Character Clues

Character Clues

Character Analysis

Sex and Love

The characters' sex lives tell us a lot about them. For a good example, look at David, who reveals what a jerk he is through his attempts to humiliate his wife by forcing her to get naked for his pet film project (while suggesting that she's getting fat, so she'll feel super self-conscious about it). He also repeatedly propositions the narrator.

Sex is also used to show us what a cool customer the narrator is. Recalling when she first met her boyfriend, Joe, she notes that her dude was struck by how emotionally detached she appeared to be after the first time they had sex: "What impressed him that time, he even mentioned it later, cool he called it, was the way I took off my clothes and put them on again later very smoothly as if I were feeling no emotion. But I really wasn't" (3.17). Joe seemed to take her coolness for composure, but the narrator clarifies that she really wasn't feeling very much—which definitely tells us about her character, no?

Actions

Character actions also speak volumes about their personality traits. For example, repeated references to the way David laughs clue us into how phony and cartoonish he is: "He wiggled his moustache and gave a Woody Woodpecker laugh, his eyes baffled" (16.42). This image of him twirling his moustache and giggling like a cartoon character draws attention to just how ridiculous and vapid he is.

Direct Characterization

Of course, sometimes we get a lot of information about characters from the narrator herself. At the end, her inner monologue is the only way we know her opinion of Joe has changed:

For us it's necessary, the intercession of words; and we will probably fail, sooner or later, more or less painfully. That's normal, it's the way it happens now and I don't know whether it's worth it or even if I can depend on him, he may have been sent as a trick. But he isn't an American, I can see that now; he isn't anything, he is only half-formed, and for that reason I can trust him. (27.9)

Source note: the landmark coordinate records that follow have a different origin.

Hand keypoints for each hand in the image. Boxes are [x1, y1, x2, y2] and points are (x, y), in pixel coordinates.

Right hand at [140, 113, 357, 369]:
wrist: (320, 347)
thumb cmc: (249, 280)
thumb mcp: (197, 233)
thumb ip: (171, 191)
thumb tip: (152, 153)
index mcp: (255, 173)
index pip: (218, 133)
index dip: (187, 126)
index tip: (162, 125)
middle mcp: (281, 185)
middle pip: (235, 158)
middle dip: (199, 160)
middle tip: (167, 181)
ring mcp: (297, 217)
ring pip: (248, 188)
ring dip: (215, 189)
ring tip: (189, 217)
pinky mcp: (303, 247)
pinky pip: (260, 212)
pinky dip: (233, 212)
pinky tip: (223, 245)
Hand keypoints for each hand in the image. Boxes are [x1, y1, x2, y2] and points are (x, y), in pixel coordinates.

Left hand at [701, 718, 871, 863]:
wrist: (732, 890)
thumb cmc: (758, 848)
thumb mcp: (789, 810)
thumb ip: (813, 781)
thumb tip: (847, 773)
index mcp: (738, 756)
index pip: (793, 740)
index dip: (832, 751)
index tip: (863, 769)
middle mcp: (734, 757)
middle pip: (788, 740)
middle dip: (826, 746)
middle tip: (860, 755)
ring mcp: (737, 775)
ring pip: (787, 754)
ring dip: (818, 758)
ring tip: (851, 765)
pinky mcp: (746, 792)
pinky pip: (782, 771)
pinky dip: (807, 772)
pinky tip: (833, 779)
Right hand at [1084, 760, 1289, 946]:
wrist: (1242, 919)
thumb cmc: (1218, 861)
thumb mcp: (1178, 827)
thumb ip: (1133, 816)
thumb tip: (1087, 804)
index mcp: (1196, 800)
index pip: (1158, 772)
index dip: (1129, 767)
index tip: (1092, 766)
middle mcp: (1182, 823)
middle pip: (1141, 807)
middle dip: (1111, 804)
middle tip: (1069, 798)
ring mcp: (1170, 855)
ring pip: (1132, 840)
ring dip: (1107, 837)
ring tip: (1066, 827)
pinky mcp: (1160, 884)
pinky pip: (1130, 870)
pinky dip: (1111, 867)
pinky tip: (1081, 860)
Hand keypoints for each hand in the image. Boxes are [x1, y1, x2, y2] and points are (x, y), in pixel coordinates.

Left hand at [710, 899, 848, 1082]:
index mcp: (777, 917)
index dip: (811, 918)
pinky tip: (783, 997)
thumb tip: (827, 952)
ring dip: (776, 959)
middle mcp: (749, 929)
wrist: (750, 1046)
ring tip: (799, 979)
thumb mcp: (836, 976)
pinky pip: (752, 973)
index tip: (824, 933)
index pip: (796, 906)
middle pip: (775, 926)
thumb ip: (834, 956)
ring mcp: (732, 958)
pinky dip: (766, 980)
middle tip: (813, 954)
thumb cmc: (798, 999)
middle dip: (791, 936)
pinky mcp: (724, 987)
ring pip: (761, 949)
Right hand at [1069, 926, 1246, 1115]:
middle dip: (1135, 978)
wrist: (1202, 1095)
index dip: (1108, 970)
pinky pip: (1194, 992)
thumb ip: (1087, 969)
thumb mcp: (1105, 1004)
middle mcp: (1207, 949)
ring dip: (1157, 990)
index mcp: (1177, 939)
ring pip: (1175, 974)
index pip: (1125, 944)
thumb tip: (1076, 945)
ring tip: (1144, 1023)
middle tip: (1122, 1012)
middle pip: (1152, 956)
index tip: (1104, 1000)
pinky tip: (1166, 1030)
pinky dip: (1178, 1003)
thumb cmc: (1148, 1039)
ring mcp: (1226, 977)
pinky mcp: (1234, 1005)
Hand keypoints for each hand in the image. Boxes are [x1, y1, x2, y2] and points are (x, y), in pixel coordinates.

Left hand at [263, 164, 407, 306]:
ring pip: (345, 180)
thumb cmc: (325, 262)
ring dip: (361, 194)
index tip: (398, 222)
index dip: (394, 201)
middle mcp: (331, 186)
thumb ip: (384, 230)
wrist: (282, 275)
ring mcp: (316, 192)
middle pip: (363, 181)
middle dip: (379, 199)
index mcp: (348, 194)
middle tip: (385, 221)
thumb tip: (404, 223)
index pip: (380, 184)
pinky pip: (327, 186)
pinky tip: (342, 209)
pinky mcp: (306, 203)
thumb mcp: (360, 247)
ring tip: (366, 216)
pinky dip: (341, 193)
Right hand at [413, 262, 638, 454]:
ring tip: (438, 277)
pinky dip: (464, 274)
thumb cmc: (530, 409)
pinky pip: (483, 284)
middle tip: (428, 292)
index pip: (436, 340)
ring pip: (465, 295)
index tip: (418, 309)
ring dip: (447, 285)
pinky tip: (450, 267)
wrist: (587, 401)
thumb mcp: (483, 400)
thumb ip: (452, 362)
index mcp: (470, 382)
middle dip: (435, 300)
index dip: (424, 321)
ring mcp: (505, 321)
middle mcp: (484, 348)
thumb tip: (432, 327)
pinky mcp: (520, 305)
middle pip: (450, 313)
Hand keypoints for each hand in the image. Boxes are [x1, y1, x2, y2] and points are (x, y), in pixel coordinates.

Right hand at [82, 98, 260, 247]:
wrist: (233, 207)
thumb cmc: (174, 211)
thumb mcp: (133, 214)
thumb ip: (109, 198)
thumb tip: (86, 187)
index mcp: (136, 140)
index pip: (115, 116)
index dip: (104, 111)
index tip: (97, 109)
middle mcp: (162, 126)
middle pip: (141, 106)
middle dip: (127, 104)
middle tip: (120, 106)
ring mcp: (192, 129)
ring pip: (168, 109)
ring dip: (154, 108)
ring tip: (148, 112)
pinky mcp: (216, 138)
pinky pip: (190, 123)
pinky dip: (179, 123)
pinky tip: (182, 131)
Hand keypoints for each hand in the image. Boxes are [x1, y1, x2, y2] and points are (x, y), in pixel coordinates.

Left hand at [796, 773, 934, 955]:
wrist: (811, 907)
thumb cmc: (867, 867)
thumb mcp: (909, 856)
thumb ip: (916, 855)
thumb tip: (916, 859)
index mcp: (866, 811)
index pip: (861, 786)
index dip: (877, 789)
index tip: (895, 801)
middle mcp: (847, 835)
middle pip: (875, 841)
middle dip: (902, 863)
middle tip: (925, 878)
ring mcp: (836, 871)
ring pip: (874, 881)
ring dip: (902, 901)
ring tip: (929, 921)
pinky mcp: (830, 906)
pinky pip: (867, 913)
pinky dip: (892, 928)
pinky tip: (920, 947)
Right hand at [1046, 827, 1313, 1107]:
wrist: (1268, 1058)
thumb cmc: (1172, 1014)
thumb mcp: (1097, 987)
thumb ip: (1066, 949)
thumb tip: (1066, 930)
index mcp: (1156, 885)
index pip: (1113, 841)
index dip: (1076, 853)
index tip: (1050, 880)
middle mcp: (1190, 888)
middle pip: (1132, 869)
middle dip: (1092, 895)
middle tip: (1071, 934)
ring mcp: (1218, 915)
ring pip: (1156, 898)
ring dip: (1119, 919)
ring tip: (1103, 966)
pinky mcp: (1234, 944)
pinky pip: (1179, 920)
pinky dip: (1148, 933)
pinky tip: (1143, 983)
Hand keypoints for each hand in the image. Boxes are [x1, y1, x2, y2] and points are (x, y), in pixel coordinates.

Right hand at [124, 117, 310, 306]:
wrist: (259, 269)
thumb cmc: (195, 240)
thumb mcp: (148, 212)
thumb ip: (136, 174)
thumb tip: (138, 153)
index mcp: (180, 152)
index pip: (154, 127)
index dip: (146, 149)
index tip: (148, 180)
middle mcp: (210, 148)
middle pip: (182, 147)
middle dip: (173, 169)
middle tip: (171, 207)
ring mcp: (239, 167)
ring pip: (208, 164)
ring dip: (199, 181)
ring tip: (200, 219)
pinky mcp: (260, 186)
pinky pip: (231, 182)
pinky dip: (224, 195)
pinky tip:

We're not sure whether that's really high praise, but regardless: via direct characterization, the narrator lets us know that she's decided Joe is a good egg.

Speech and Dialogue

Characters themselves often give us all the information we need about them. Case in point: when the narrator and David are chatting, his callous references to his wife's weight show (or tell) us what a jerk he is: "'[Y]our heart's in the right place. And the rest of her too,' he said to Joe, 'I like it round and firm and fully packed. Anna, you're eating too much'" (11.58). Yeah, gross.